Full-time work? How physically demanding can juggling meetings, creating proposals, and researching solutions be? It’s stressful mental activity that can’t be avoided. But it’s done sitting down, online, on the phone.  Wouldn’t call that activity, really. But even that gets to me after several weeks of radiation treatments.  What I experience after “living” from 10AM to 3PM is a breast that burns like it’s an open wound under a heavy, salted, hot hand. I drink a couple of gallons of water throughout the day hoping to extinguish the internal fire raging in my chest. But it doesn’t help. By the time my daughter’s swim practice rolls around, I’m glassy eyed and nearly gone. The thirty minute drive to and from practice is physically draining. My arms and legs twitch uncontrollably. I pray I make it home without incident. To help me deal with the fatigue Don picks up the drive home from swim team, which is a blessing because I’ve fallen asleep on the couch by 7PM.
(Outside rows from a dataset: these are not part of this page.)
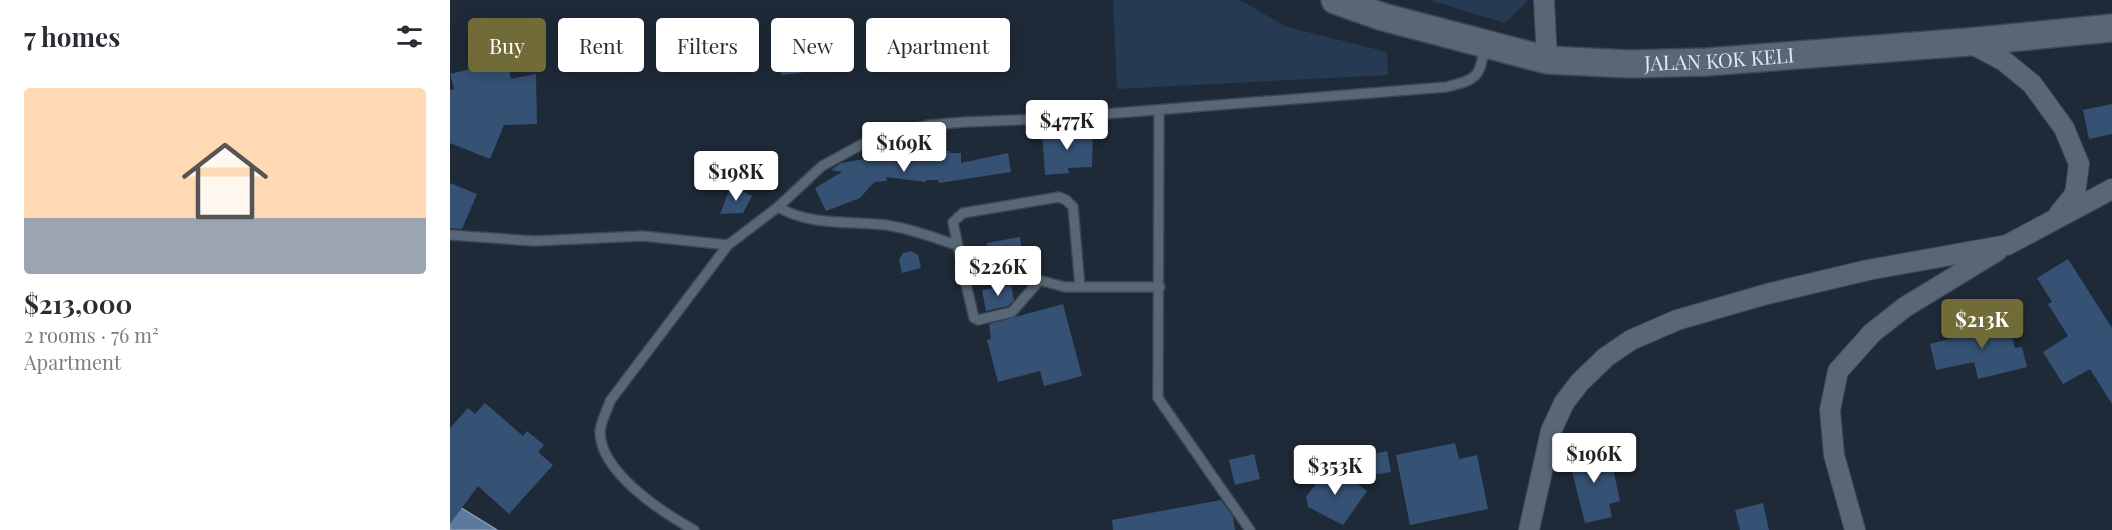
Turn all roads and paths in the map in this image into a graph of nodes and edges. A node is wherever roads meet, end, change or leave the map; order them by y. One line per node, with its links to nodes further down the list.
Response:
1 (1335, 0): 5 (street, JALAN KOK KELI)
2 (1544, 0): 6 (street)
3 (2112, 28): 4 (street, JALAN KOK KELI)
4 (1968, 42): 6 (street, JALAN KOK KELI); 10 (street)
5 (1484, 43): 6 (street, JALAN KOK KELI); 7 (lane)
6 (1547, 60)
7 (1160, 110): 9 (lane); 18 (lane)
8 (2112, 189): 10 (street)
9 (778, 207): 12 (lane); 13 (lane)
10 (2053, 221): 14 (street)
11 (450, 235): 12 (lane)
12 (728, 244): 19 (lane)
13 (957, 245): 15 (lane); 17 (lane)
14 (2007, 245): 21 (street); 22 (street)
15 (964, 276): 16 (lane); 16 (lane)
16 (1039, 281): 17 (lane)
17 (1080, 287): 18 (lane)
18 (1160, 288): 20 (lane)
19 (694, 530)
20 (1250, 530)
21 (1529, 530)
22 (1856, 530)

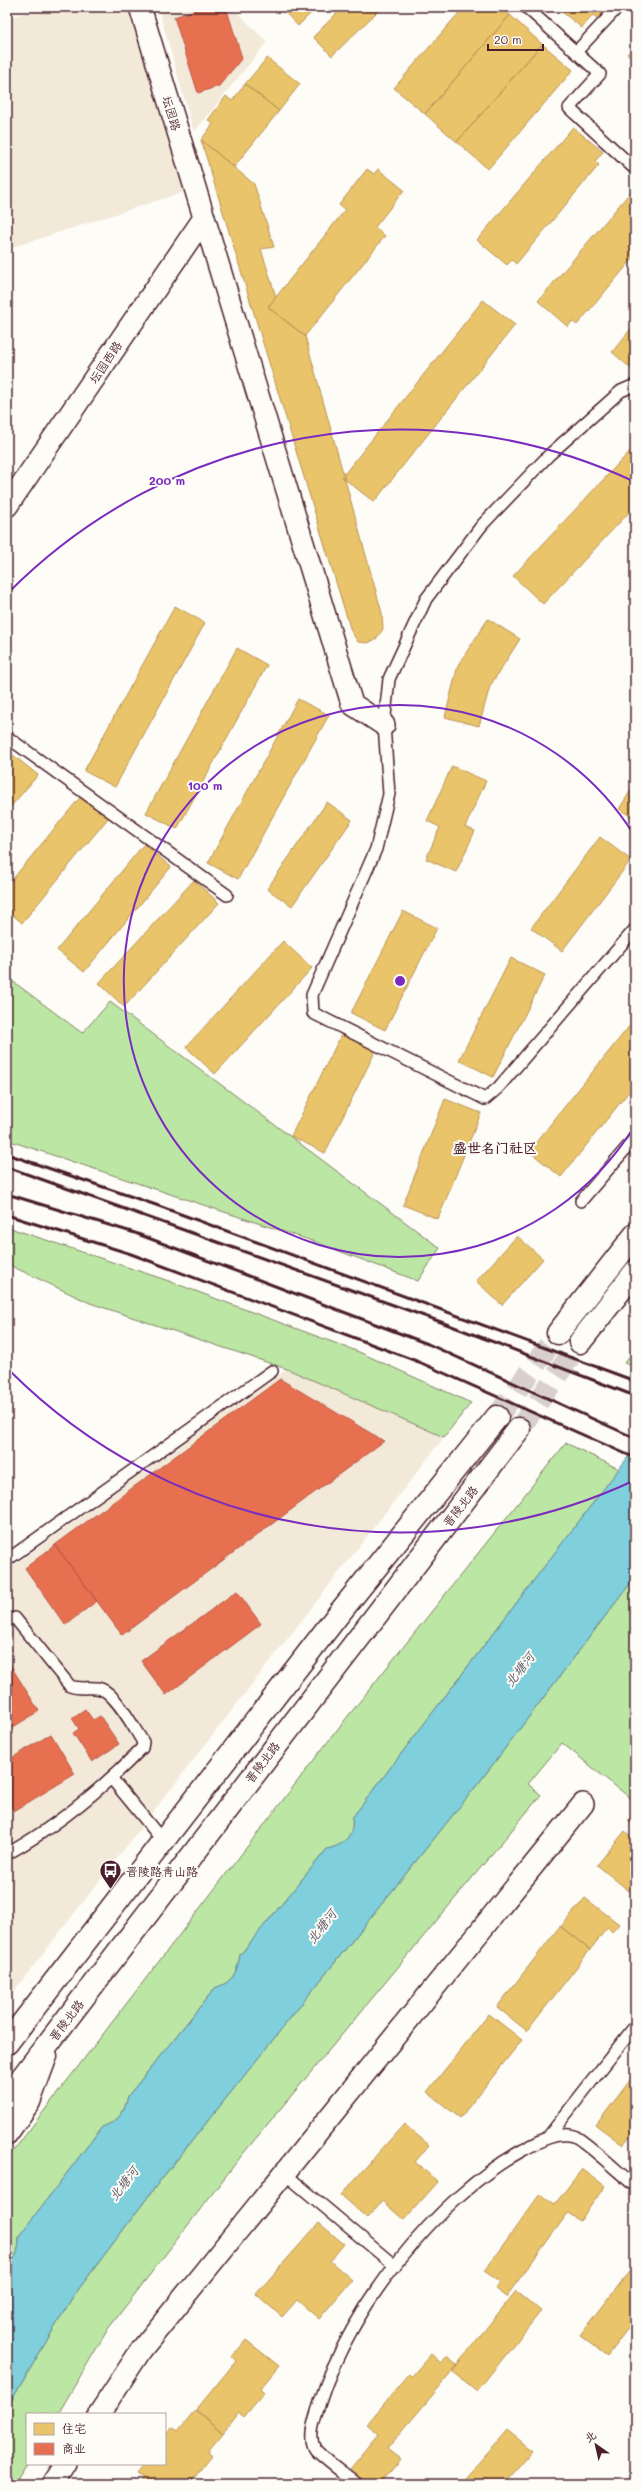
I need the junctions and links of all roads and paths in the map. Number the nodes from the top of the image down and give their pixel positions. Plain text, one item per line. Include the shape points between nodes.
1 (140, 7) edge
2 (526, 7) edge
3 (618, 7) edge
4 (576, 52) junction
5 (635, 169) edge
6 (204, 218) junction
7 (635, 385) edge
8 (7, 506) edge
9 (384, 725) junction
10 (7, 737) edge
11 (227, 895) dead end
12 (635, 929) edge
13 (635, 1138) edge
14 (581, 1200) dead end
15 (635, 1235) edge
16 (635, 1272) edge
17 (558, 1332) tunnel mouth
18 (580, 1342) tunnel mouth
19 (272, 1371) dead end
20 (497, 1417) tunnel mouth
21 (519, 1429) tunnel mouth
22 (7, 1560) edge
23 (7, 1620) edge
24 (112, 1778) junction
25 (582, 1804) dead end
26 (163, 1841) junction
27 (7, 1854) edge
28 (635, 2026) edge
29 (53, 2036) junction
30 (7, 2043) edge
31 (7, 2097) edge
32 (7, 2133) edge
33 (548, 2136) junction
34 (284, 2173) junction
35 (635, 2186) edge
36 (395, 2266) junction
37 (100, 2413) edge
38 (65, 2465) edge
39 (53, 2484) edge
40 (357, 2484) edge

1 - 6 street, 坛园路
2 - 4 lane
3 - 4 lane
4 - 5 lane via 600,74 569,108
6 - 8 street, 坛园西路
6 - 9 street, 坛园路 via 352,704
7 - 9 lane via 621,391 544,461 482,525 426,599 389,679
9 - 12 lane via 389,794 376,849 312,995 313,1013 485,1099 503,1082
10 - 11 lane
13 - 14 lane
15 - 17 main road
16 - 18 main road
19 - 22 lane
20 - 26 main road via 336,1616
21 - 29 main road, 晋陵北路
23 - 24 lane via 16,1618 70,1686 78,1689 100,1689 110,1694 142,1742 142,1748
24 - 26 lane
24 - 27 lane via 36,1838
25 - 34 street
26 - 30 main road
28 - 33 lane
29 - 31 main road, 晋陵北路
29 - 32 main road via 29,2102
33 - 35 lane via 574,2136
33 - 36 lane via 496,2165 444,2211
34 - 36 lane
34 - 37 street via 141,2350
36 - 40 lane via 357,2321 328,2378 311,2430 315,2449
38 - 39 street

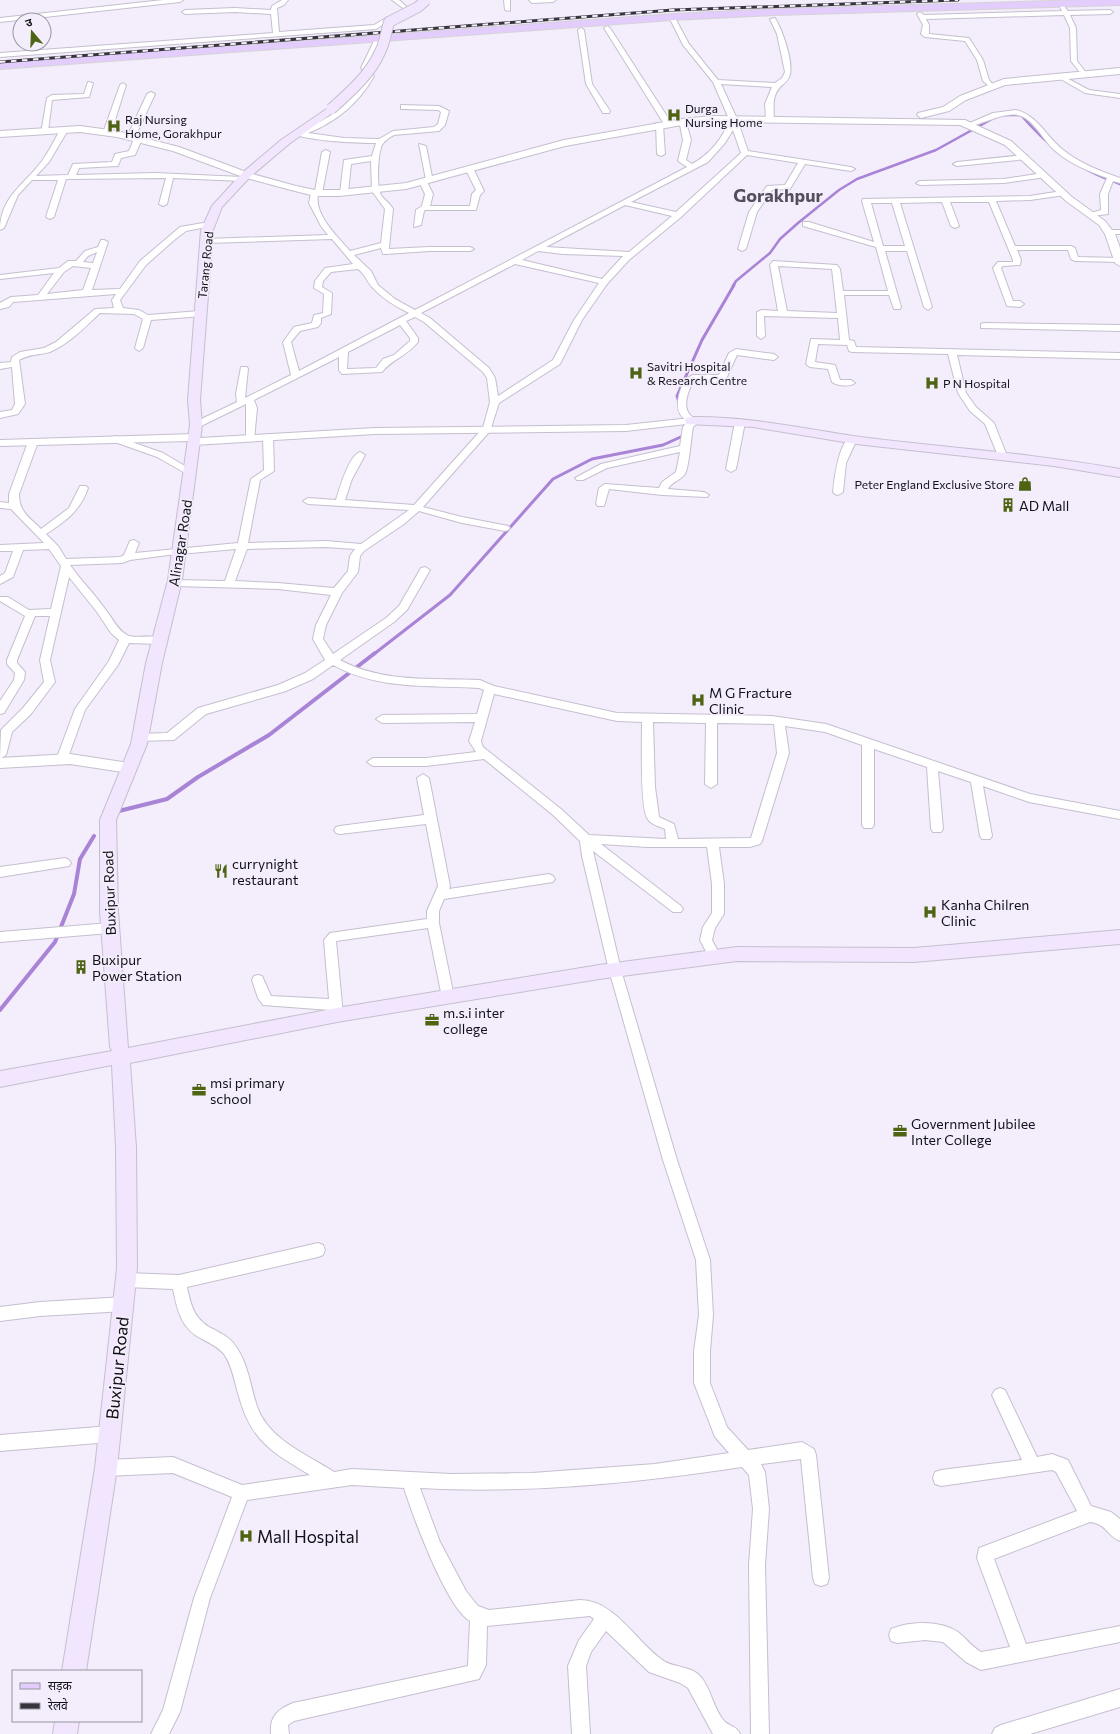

So how am I supposed to work through the fatigue?  Well…There is one activity that I have found beats it off.  Sex.  Forty-five minutes of fun, intimate carnal knowledge (with a partner) pretty much seems to send the fatigue packing.  When I factor in the peaceful quarter hour snooze that follows I feel I’m getting my 60 minute aerobic activity for the day – with an extended cool down.  But who can do that more than four times a week?  Newlyweds maybe, but  Don and I are eyeballing 50!   We’ve experienced our heyday.  Four times a week is plenty! And according to Dr. Ruth on this morning’s news interview with Harry Smith (saw it with a roomful of old men who seemed to be particularly interested and nervous about what ol’ Ruthie had to say) sex doesn’t have to be unsatisfactory as we age.  I think I blushed listening to the exchange….Nah, I’m just teasing you. I didn’t blush!  But I did experience an “Ah-hah!” moment as I sat amidst the AARP crowd:  Special, fun, meaningful activity is what will get you through radiation’s fatigue.  It gets you through with your dignity and sense of humor in tact…and love by your side!   “Bring It!”